[Data records]
::::

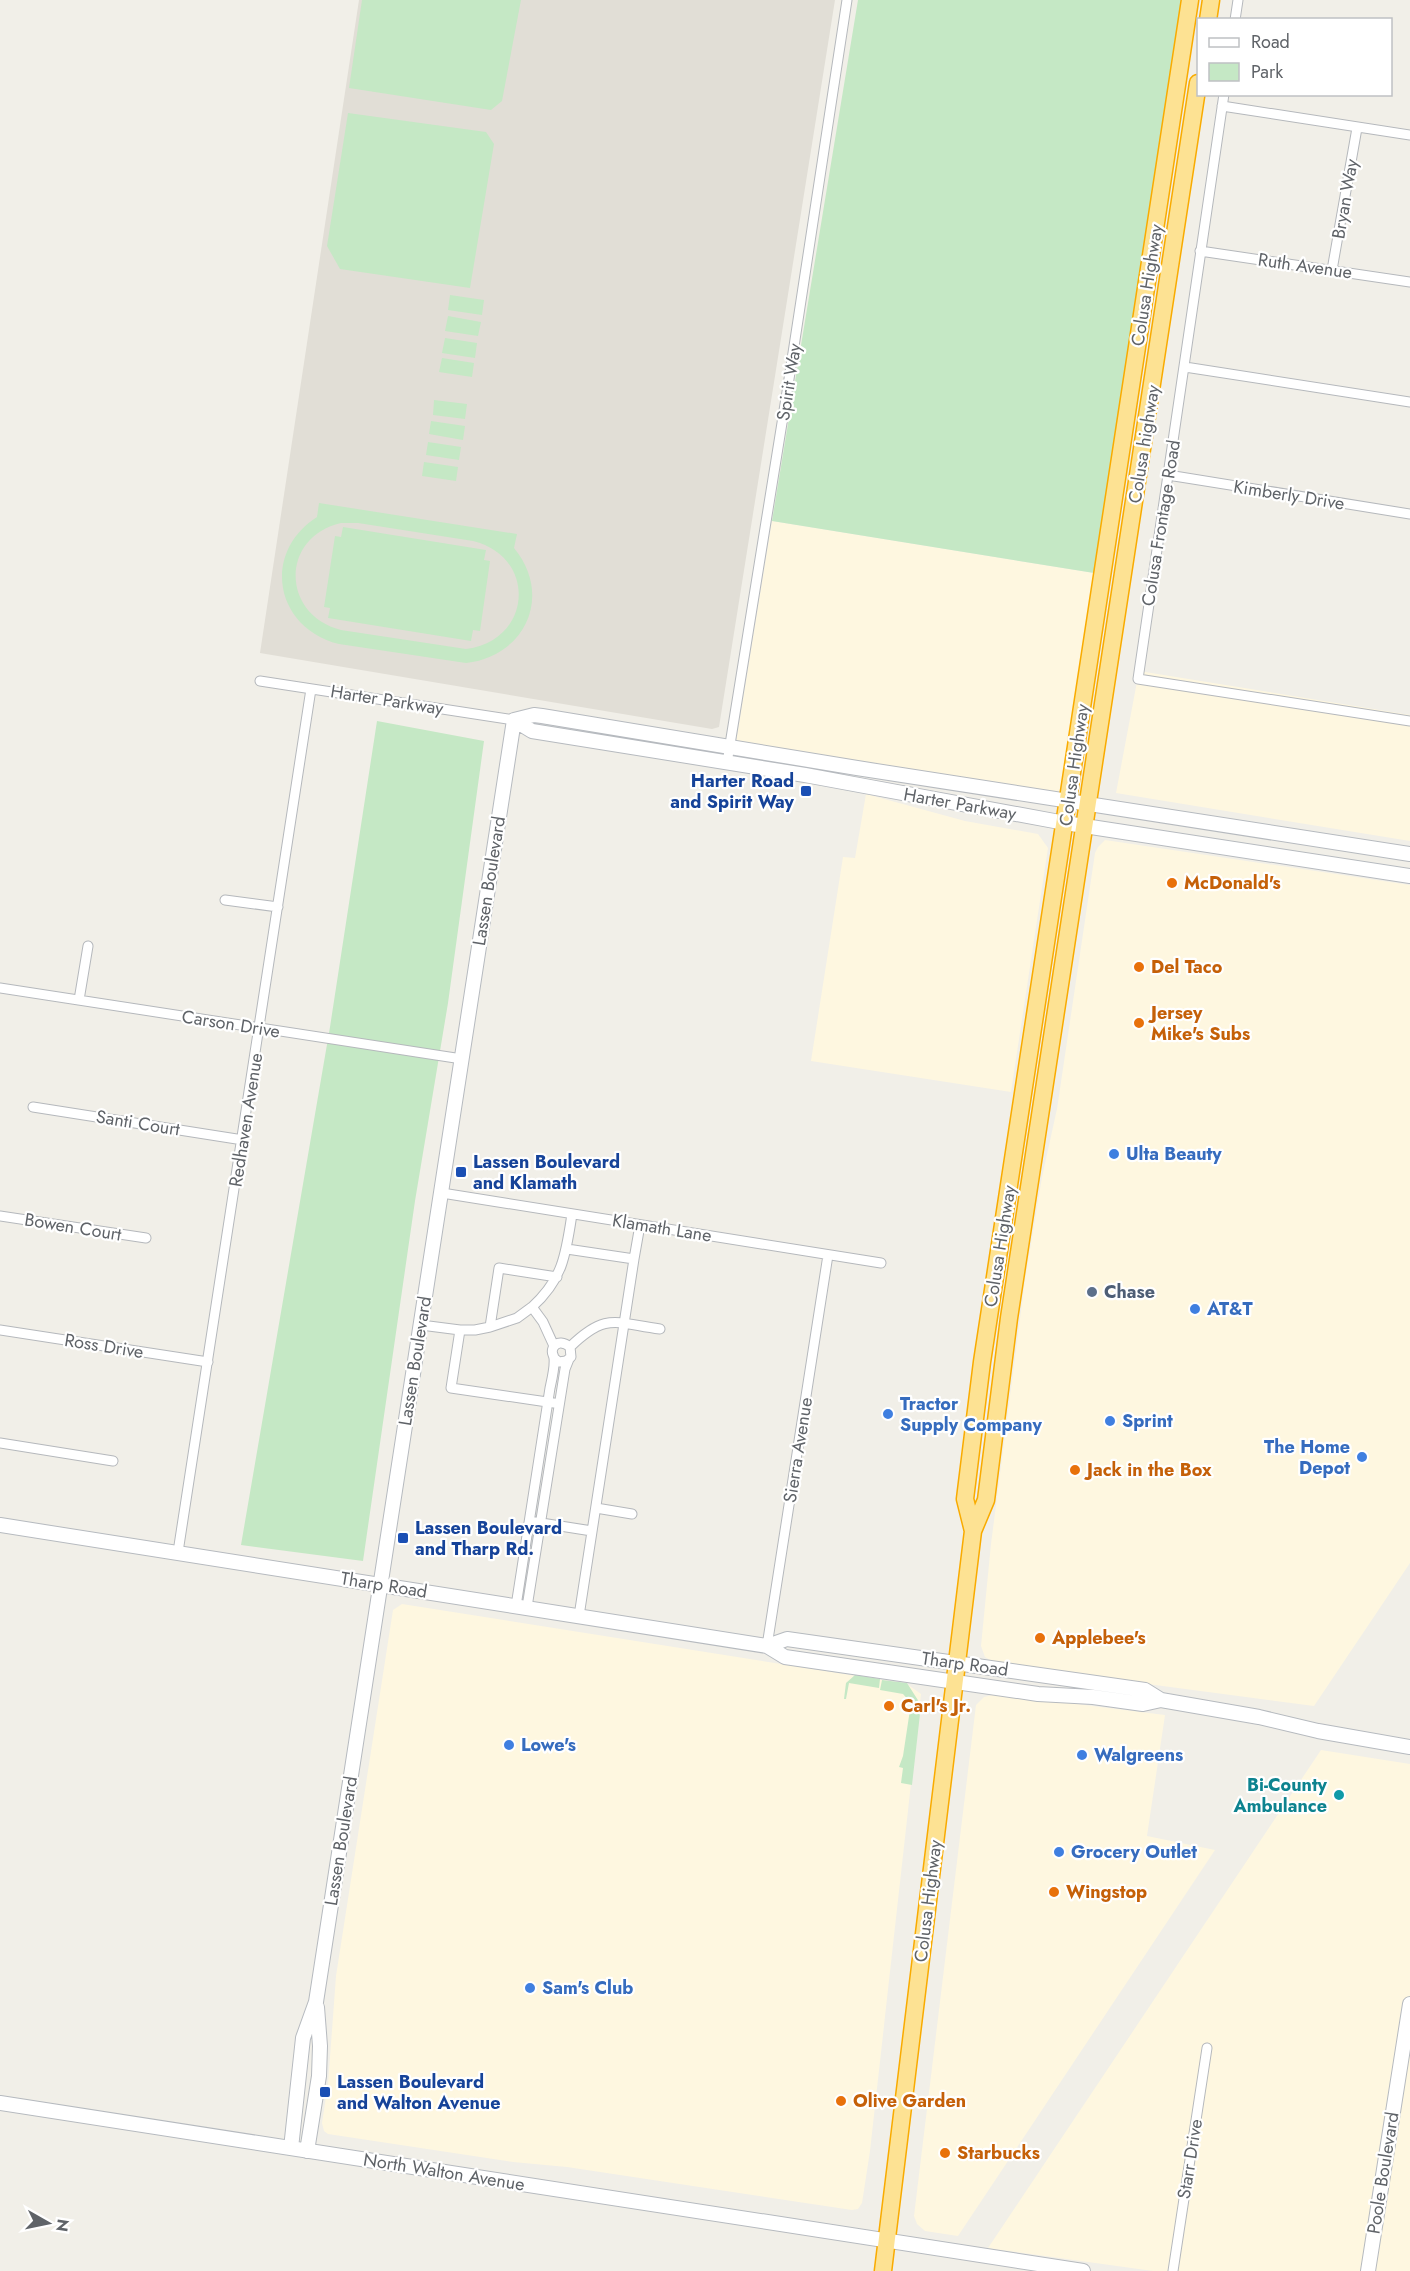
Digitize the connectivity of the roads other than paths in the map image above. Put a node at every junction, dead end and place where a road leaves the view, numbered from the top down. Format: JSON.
{"nodes":[{"id":1,"x":847,"y":0,"type":"edge"},
{"id":2,"x":1190,"y":0,"type":"edge"},
{"id":3,"x":1211,"y":0,"type":"edge"},
{"id":4,"x":1238,"y":0,"type":"edge"},
{"id":5,"x":1208,"y":18,"type":"edge"},
{"id":6,"x":1235,"y":18,"type":"edge"},
{"id":7,"x":1197,"y":90,"type":"edge"},
{"id":8,"x":1224,"y":96,"type":"edge"},
{"id":9,"x":1222,"y":106,"type":"junction"},
{"id":10,"x":1358,"y":128,"type":"junction"},
{"id":11,"x":1410,"y":135,"type":"edge"},
{"id":12,"x":1200,"y":251,"type":"junction"},
{"id":13,"x":1332,"y":270,"type":"junction"},
{"id":14,"x":1410,"y":282,"type":"edge"},
{"id":15,"x":1185,"y":367,"type":"junction"},
{"id":16,"x":1410,"y":402,"type":"edge"},
{"id":17,"x":1168,"y":476,"type":"junction"},
{"id":18,"x":1410,"y":514,"type":"edge"},
{"id":19,"x":260,"y":681,"type":"dead end"},
{"id":20,"x":311,"y":688,"type":"junction"},
{"id":21,"x":514,"y":720,"type":"junction"},
{"id":22,"x":1410,"y":721,"type":"edge"},
{"id":23,"x":730,"y":747,"type":"junction"},
{"id":24,"x":727,"y":763,"type":"junction"},
{"id":25,"x":1068,"y":801,"type":"junction"},
{"id":26,"x":1089,"y":804,"type":"junction"},
{"id":27,"x":1065,"y":823,"type":"junction"},
{"id":28,"x":1086,"y":826,"type":"junction"},
{"id":29,"x":1410,"y":854,"type":"edge"},
{"id":30,"x":1410,"y":876,"type":"edge"},
{"id":31,"x":225,"y":900,"type":"dead end"},
{"id":32,"x":278,"y":907,"type":"junction"},
{"id":33,"x":88,"y":946,"type":"dead end"},
{"id":34,"x":0,"y":988,"type":"edge"},
{"id":35,"x":79,"y":1000,"type":"junction"},
{"id":36,"x":260,"y":1028,"type":"junction"},
{"id":37,"x":462,"y":1059,"type":"junction"},
{"id":38,"x":33,"y":1107,"type":"dead end"},
{"id":39,"x":243,"y":1140,"type":"junction"},
{"id":40,"x":442,"y":1193,"type":"junction"},
{"id":41,"x":572,"y":1214,"type":"junction"},
{"id":42,"x":0,"y":1216,"type":"edge"},
{"id":43,"x":640,"y":1225,"type":"junction"},
{"id":44,"x":146,"y":1238,"type":"dead end"},
{"id":45,"x":567,"y":1249,"type":"junction"},
{"id":46,"x":828,"y":1255,"type":"junction"},
{"id":47,"x":634,"y":1259,"type":"junction"},
{"id":48,"x":881,"y":1263,"type":"dead end"},
{"id":49,"x":557,"y":1277,"type":"junction"},
{"id":50,"x":532,"y":1307,"type":"junction"},
{"id":51,"x":624,"y":1324,"type":"junction"},
{"id":52,"x":421,"y":1325,"type":"junction"},
{"id":53,"x":490,"y":1327,"type":"junction"},
{"id":54,"x":660,"y":1329,"type":"dead end"},
{"id":55,"x":0,"y":1330,"type":"edge"},
{"id":56,"x":460,"y":1330,"type":"junction"},
{"id":57,"x":554,"y":1346,"type":"junction"},
{"id":58,"x":570,"y":1347,"type":"junction"},
{"id":59,"x":554,"y":1358,"type":"junction"},
{"id":60,"x":569,"y":1359,"type":"junction"},
{"id":61,"x":208,"y":1362,"type":"junction"},
{"id":62,"x":548,"y":1402,"type":"junction"},
{"id":63,"x":560,"y":1404,"type":"junction"},
{"id":64,"x":0,"y":1443,"type":"edge"},
{"id":65,"x":113,"y":1461,"type":"dead end"},
{"id":66,"x":596,"y":1508,"type":"junction"},
{"id":67,"x":632,"y":1514,"type":"dead end"},
{"id":68,"x":530,"y":1521,"type":"junction"},
{"id":69,"x":541,"y":1523,"type":"junction"},
{"id":70,"x":0,"y":1525,"type":"edge"},
{"id":71,"x":592,"y":1531,"type":"junction"},
{"id":72,"x":973,"y":1531,"type":"junction"},
{"id":73,"x":178,"y":1552,"type":"junction"},
{"id":74,"x":380,"y":1584,"type":"junction"},
{"id":75,"x":522,"y":1606,"type":"junction"},
{"id":76,"x":579,"y":1616,"type":"junction"},
{"id":77,"x":767,"y":1646,"type":"junction"},
{"id":78,"x":957,"y":1663,"type":"junction"},
{"id":79,"x":955,"y":1683,"type":"junction"},
{"id":80,"x":1161,"y":1700,"type":"junction"},
{"id":81,"x":1410,"y":1748,"type":"edge"},
{"id":82,"x":316,"y":2002,"type":"junction"},
{"id":83,"x":1410,"y":2004,"type":"edge"},
{"id":84,"x":1207,"y":2048,"type":"dead end"},
{"id":85,"x":0,"y":2103,"type":"edge"},
{"id":86,"x":291,"y":2148,"type":"junction"},
{"id":87,"x":308,"y":2151,"type":"junction"},
{"id":88,"x":887,"y":2242,"type":"junction"},
{"id":89,"x":883,"y":2271,"type":"edge"},
{"id":90,"x":1083,"y":2271,"type":"edge"},
{"id":91,"x":1173,"y":2271,"type":"edge"},
{"id":92,"x":1368,"y":2271,"type":"edge"}],
"edges":[{"from":1,"to":23,"type":"street","name":"Spirit Way"},
{"from":2,"to":25,"type":"highway","name":"Colusa Highway"},
{"from":3,"to":5,"type":"highway"},
{"from":4,"to":6,"type":"street"},
{"from":7,"to":26,"type":"highway","name":"Colusa highway"},
{"from":8,"to":9,"type":"street","name":"Colusa Frontage Road"},
{"from":9,"to":10,"type":"street"},
{"from":9,"to":12,"type":"street","name":"Colusa Frontage Road"},
{"from":10,"to":11,"type":"street"},
{"from":10,"to":13,"type":"street","name":"Bryan Way"},
{"from":12,"to":13,"type":"street","name":"Ruth Avenue"},
{"from":12,"to":15,"type":"street","name":"Colusa Frontage Road"},
{"from":13,"to":14,"type":"street","name":"Ruth Avenue"},
{"from":15,"to":16,"type":"street"},
{"from":15,"to":17,"type":"street","name":"Colusa Frontage Road"},
{"from":17,"to":18,"type":"street","name":"Kimberly Drive"},
{"from":17,"to":22,"type":"street","name":"Colusa Frontage Road"},
{"from":19,"to":20,"type":"street","name":"Harter Parkway"},
{"from":20,"to":21,"type":"street","name":"Harter Parkway"},
{"from":20,"to":32,"type":"street","name":"Redhaven Avenue"},
{"from":21,"to":23,"type":"street","name":"Harter Parkway"},
{"from":21,"to":24,"type":"street","name":"Harter Parkway"},
{"from":21,"to":37,"type":"street","name":"Lassen Boulevard"},
{"from":23,"to":24,"type":"street","name":"Spirit Way"},
{"from":23,"to":25,"type":"street","name":"Harter Parkway"},
{"from":24,"to":27,"type":"street","name":"Harter Parkway"},
{"from":25,"to":26,"type":"street","name":"Harter Parkway"},
{"from":25,"to":27,"type":"highway","name":"Colusa Highway"},
{"from":26,"to":28,"type":"highway","name":"Colusa Highway"},
{"from":26,"to":29,"type":"street","name":"Harter Parkway"},
{"from":27,"to":28,"type":"street","name":"Harter Parkway"},
{"from":27,"to":72,"type":"highway","name":"Colusa Highway"},
{"from":28,"to":30,"type":"street","name":"Harter Parkway"},
{"from":28,"to":72,"type":"highway","name":"Colusa Highway"},
{"from":31,"to":32,"type":"street"},
{"from":32,"to":36,"type":"street","name":"Redhaven Avenue"},
{"from":33,"to":35,"type":"street"},
{"from":34,"to":35,"type":"street","name":"Carson Drive"},
{"from":35,"to":36,"type":"street","name":"Carson Drive"},
{"from":36,"to":37,"type":"street","name":"Carson Drive"},
{"from":36,"to":39,"type":"street","name":"Redhaven Avenue"},
{"from":37,"to":40,"type":"street","name":"Lassen Boulevard"},
{"from":38,"to":39,"type":"street","name":"Santi Court"},
{"from":39,"to":61,"type":"street","name":"Redhaven Avenue"},
{"from":40,"to":41,"type":"street","name":"Klamath Lane"},
{"from":40,"to":52,"type":"street","name":"Lassen Boulevard"},
{"from":41,"to":43,"type":"street","name":"Klamath Lane"},
{"from":41,"to":45,"type":"street"},
{"from":42,"to":44,"type":"street","name":"Bowen Court"},
{"from":43,"to":46,"type":"street","name":"Klamath Lane"},
{"from":43,"to":47,"type":"street"},
{"from":45,"to":47,"type":"street"},
{"from":45,"to":49,"type":"street"},
{"from":46,"to":48,"type":"street","name":"Klamath Lane"},
{"from":46,"to":77,"type":"street","name":"Sierra Avenue"},
{"from":47,"to":51,"type":"street"},
{"from":49,"to":50,"type":"street"},
{"from":49,"to":53,"type":"street"},
{"from":50,"to":53,"type":"street"},
{"from":50,"to":57,"type":"street"},
{"from":51,"to":54,"type":"street"},
{"from":51,"to":58,"type":"street"},
{"from":51,"to":66,"type":"street"},
{"from":52,"to":56,"type":"street"},
{"from":52,"to":74,"type":"street","name":"Lassen Boulevard"},
{"from":53,"to":56,"type":"street"},
{"from":55,"to":61,"type":"street","name":"Ross Drive"},
{"from":56,"to":62,"type":"street"},
{"from":57,"to":58,"type":"street"},
{"from":57,"to":59,"type":"street"},
{"from":58,"to":60,"type":"street"},
{"from":59,"to":60,"type":"street"},
{"from":59,"to":62,"type":"street"},
{"from":60,"to":63,"type":"street"},
{"from":61,"to":73,"type":"street","name":"Redhaven Avenue"},
{"from":62,"to":63,"type":"street"},
{"from":62,"to":68,"type":"street"},
{"from":63,"to":69,"type":"street"},
{"from":64,"to":65,"type":"street"},
{"from":66,"to":67,"type":"street"},
{"from":66,"to":71,"type":"street"},
{"from":68,"to":69,"type":"street"},
{"from":68,"to":75,"type":"street"},
{"from":69,"to":71,"type":"street"},
{"from":69,"to":75,"type":"street"},
{"from":70,"to":73,"type":"street","name":"Tharp Road"},
{"from":71,"to":76,"type":"street"},
{"from":72,"to":78,"type":"highway","name":"Colusa Highway"},
{"from":73,"to":74,"type":"street","name":"Tharp Road"},
{"from":74,"to":75,"type":"street","name":"Tharp Road"},
{"from":74,"to":82,"type":"street","name":"Lassen Boulevard"},
{"from":75,"to":76,"type":"street","name":"Tharp Road"},
{"from":76,"to":77,"type":"street","name":"Tharp Road"},
{"from":77,"to":78,"type":"street","name":"Tharp Road"},
{"from":77,"to":79,"type":"street","name":"Tharp Road"},
{"from":78,"to":79,"type":"highway","name":"Colusa Highway"},
{"from":78,"to":80,"type":"street","name":"Tharp Road"},
{"from":79,"to":80,"type":"street","name":"Tharp Road"},
{"from":79,"to":88,"type":"highway","name":"Colusa Highway"},
{"from":80,"to":81,"type":"street","name":"Tharp Road"},
{"from":82,"to":86,"type":"street","name":"Lassen Boulevard"},
{"from":82,"to":87,"type":"street","name":"Lassen Boulevard"},
{"from":83,"to":92,"type":"street","name":"Poole Boulevard"},
{"from":84,"to":91,"type":"street","name":"Starr Drive"},
{"from":85,"to":86,"type":"street","name":"North Walton Avenue"},
{"from":86,"to":87,"type":"street","name":"North Walton Avenue"},
{"from":87,"to":88,"type":"street","name":"North Walton Avenue"},
{"from":88,"to":89,"type":"highway","name":"Colusa Highway"},
{"from":88,"to":90,"type":"street","name":"North Walton Avenue"}]}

::::

▶ [WORK TO BE COMPLETED] Please report all lines in the entries where "Drive" appears.

▶ [TASK RESULT]
{"from":17,"to":18,"type":"street","name":"Kimberly Drive"},
{"from":34,"to":35,"type":"street","name":"Carson Drive"},
{"from":35,"to":36,"type":"street","name":"Carson Drive"},
{"from":36,"to":37,"type":"street","name":"Carson Drive"},
{"from":55,"to":61,"type":"street","name":"Ross Drive"},
{"from":84,"to":91,"type":"street","name":"Starr Drive"},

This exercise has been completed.